I hesitated before asking what the baking fake cookies behavior looked like in her teen and adult years. She smiled, “I became a good listener. An observer of everything. A helper. The teacher’s pet, the best daughter, sister, student, friend.”

“Others could rely on you for understanding and caring. How did that benefit you?”

Smiling after another pregnant pause, “Well, people don’t bite the hand that feeds, especially while they’re being fed.”

***

Therapy eventually became targeted on how Mary had learned to focus on others at the expense of caring for herself — the origin of her blind side in both her professional and personal life. Mary had simply adapted to focusing on the needs of others, at the expense of her own.
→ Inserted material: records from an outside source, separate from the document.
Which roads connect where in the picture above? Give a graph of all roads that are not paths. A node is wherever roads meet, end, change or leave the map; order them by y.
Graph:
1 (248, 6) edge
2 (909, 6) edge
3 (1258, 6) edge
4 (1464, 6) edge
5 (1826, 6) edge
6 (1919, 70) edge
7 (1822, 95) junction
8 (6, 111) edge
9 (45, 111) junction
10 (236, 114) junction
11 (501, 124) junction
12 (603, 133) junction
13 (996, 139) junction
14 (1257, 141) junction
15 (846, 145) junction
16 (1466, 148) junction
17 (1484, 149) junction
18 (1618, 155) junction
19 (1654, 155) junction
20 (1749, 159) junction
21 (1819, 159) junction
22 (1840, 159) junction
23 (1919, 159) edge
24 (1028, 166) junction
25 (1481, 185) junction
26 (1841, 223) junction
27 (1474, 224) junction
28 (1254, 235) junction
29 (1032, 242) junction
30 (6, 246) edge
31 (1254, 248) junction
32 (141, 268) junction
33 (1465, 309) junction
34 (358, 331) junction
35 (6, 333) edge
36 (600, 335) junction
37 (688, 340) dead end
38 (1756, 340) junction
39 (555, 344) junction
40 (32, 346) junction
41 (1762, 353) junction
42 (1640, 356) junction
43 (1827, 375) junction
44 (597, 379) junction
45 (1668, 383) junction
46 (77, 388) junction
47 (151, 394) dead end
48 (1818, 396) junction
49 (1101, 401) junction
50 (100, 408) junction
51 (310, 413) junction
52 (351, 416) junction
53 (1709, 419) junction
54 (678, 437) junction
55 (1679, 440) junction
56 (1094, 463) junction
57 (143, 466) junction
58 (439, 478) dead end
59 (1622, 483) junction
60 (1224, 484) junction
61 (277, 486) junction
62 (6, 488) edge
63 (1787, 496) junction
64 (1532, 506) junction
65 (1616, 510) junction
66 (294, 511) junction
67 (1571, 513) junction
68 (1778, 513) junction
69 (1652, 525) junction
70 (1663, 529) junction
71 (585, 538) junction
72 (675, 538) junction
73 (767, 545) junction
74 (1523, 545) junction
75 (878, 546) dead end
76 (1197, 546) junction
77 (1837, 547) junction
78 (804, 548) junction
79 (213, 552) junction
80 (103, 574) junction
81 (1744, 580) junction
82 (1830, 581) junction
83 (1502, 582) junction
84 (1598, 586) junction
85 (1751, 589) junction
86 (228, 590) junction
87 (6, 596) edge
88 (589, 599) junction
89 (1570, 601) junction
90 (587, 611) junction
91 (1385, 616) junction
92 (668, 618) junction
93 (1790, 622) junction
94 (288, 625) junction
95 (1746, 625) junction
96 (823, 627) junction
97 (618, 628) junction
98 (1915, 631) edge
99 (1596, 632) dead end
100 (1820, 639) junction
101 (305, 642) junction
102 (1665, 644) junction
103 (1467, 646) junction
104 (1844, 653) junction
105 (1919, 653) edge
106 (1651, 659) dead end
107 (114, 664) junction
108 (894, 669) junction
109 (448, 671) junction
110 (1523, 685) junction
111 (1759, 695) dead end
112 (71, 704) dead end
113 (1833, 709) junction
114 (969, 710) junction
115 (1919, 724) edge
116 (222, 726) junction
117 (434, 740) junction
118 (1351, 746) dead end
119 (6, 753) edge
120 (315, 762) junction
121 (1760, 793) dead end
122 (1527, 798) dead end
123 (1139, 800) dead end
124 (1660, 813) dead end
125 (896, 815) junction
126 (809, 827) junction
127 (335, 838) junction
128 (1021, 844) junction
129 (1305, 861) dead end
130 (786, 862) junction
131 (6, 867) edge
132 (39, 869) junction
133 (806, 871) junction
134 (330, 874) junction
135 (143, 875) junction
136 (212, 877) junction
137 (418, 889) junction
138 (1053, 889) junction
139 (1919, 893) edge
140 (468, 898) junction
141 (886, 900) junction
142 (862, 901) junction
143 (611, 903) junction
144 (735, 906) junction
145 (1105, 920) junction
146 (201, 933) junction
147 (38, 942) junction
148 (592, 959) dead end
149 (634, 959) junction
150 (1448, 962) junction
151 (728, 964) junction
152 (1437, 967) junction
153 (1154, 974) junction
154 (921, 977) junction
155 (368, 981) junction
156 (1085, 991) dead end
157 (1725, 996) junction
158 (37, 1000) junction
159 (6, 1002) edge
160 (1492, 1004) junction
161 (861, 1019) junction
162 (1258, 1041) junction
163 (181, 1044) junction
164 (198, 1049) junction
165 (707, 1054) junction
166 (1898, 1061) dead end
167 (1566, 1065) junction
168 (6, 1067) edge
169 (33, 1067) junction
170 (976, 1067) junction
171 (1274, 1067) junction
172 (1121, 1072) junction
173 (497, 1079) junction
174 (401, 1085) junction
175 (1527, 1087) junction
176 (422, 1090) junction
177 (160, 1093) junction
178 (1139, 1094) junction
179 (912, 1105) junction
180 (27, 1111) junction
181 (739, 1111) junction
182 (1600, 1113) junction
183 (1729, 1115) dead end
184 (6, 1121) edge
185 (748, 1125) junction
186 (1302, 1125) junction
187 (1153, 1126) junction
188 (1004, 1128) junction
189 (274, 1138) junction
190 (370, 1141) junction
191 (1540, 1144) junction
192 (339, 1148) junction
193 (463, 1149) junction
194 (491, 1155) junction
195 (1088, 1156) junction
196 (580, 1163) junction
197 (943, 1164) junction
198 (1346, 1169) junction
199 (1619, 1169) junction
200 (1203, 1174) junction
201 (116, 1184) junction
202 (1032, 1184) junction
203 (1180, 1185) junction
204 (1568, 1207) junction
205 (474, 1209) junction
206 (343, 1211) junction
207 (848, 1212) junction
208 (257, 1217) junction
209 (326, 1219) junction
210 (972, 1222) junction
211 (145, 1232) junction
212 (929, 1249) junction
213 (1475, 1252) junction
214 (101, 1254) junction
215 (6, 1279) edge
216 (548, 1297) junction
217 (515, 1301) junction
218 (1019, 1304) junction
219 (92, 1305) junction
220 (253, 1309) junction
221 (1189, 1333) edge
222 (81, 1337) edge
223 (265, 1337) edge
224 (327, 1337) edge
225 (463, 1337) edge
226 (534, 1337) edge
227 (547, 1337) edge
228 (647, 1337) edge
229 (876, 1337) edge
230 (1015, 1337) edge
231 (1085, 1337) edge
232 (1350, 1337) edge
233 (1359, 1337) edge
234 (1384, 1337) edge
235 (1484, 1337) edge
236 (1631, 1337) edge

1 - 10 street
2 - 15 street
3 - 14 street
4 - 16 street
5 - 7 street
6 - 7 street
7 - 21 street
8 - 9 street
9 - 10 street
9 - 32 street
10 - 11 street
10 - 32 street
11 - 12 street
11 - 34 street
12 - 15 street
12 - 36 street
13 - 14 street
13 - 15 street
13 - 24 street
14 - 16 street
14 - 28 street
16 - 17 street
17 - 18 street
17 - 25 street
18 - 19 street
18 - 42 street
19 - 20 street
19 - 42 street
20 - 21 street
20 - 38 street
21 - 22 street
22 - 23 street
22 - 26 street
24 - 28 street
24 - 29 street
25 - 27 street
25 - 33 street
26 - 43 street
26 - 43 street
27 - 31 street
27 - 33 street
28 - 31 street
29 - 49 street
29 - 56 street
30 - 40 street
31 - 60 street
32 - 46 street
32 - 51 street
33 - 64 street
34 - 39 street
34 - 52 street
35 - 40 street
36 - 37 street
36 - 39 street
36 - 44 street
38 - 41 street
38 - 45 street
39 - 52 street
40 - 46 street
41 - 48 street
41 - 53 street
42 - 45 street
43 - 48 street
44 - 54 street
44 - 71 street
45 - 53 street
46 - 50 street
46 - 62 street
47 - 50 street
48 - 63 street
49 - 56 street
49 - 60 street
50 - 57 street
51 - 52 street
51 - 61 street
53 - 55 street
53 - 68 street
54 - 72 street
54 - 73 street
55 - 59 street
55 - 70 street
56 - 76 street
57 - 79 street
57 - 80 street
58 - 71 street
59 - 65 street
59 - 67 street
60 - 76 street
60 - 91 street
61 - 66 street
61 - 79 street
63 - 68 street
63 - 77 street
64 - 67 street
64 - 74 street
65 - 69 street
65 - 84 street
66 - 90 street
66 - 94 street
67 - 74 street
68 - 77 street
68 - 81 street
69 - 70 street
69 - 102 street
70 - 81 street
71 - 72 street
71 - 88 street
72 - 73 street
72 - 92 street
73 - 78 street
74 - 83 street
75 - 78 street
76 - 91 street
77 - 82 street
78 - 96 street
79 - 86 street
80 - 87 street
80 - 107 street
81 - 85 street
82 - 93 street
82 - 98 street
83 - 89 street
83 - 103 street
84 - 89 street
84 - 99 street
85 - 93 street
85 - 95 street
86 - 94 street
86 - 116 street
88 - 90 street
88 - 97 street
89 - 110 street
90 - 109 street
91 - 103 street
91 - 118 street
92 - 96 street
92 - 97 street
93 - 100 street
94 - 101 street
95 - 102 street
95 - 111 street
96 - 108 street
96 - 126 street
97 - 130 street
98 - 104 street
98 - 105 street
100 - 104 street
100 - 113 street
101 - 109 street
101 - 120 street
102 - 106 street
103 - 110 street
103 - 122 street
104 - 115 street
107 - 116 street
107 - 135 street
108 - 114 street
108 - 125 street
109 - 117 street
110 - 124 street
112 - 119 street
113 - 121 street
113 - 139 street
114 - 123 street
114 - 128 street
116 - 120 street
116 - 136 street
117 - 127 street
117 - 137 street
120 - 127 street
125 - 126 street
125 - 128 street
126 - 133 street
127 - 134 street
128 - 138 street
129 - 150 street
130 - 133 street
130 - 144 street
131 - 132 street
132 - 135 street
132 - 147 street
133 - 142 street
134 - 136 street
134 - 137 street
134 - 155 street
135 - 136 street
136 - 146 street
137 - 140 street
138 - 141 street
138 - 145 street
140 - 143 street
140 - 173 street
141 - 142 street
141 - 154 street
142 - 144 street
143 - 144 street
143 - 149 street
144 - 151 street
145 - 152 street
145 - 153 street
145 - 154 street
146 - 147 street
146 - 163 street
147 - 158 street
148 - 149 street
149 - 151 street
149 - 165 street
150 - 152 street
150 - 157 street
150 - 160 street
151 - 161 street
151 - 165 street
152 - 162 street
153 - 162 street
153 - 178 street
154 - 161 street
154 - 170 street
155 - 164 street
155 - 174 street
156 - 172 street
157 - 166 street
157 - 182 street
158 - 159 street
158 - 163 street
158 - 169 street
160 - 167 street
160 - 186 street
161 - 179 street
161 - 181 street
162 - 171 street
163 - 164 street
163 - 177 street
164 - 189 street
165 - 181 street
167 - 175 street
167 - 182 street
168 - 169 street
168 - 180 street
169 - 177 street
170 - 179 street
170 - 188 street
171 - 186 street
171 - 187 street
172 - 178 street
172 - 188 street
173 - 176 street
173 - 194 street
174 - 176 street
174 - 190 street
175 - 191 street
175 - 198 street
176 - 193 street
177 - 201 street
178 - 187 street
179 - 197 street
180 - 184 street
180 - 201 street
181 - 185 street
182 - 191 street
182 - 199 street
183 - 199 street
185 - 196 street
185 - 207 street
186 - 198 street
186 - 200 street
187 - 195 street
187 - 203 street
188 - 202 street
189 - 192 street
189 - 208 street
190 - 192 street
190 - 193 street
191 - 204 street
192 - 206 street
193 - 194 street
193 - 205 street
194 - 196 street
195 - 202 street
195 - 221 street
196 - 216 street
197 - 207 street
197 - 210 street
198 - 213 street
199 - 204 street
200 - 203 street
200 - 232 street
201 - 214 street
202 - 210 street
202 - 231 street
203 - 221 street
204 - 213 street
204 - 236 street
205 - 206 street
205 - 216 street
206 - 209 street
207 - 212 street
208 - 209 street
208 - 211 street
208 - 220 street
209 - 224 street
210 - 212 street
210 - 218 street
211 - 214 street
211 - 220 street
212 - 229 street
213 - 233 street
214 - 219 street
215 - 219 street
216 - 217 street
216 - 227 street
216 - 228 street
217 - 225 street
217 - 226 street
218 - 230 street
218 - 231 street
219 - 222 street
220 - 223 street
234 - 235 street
Effective personal and therapeutic confrontation were already in her toolbox, but what was needed — what we worked on — was creating another kind of therapeutic confrontation. This was one through which she implemented an internal filtering system that she could use in order to silently confront other people’s words and deeds to herself. Not an actual confrontation, since it was to be only internal; however, it would be as real as those formidable fake cookies. Actual external confrontation was the homework for future sessions.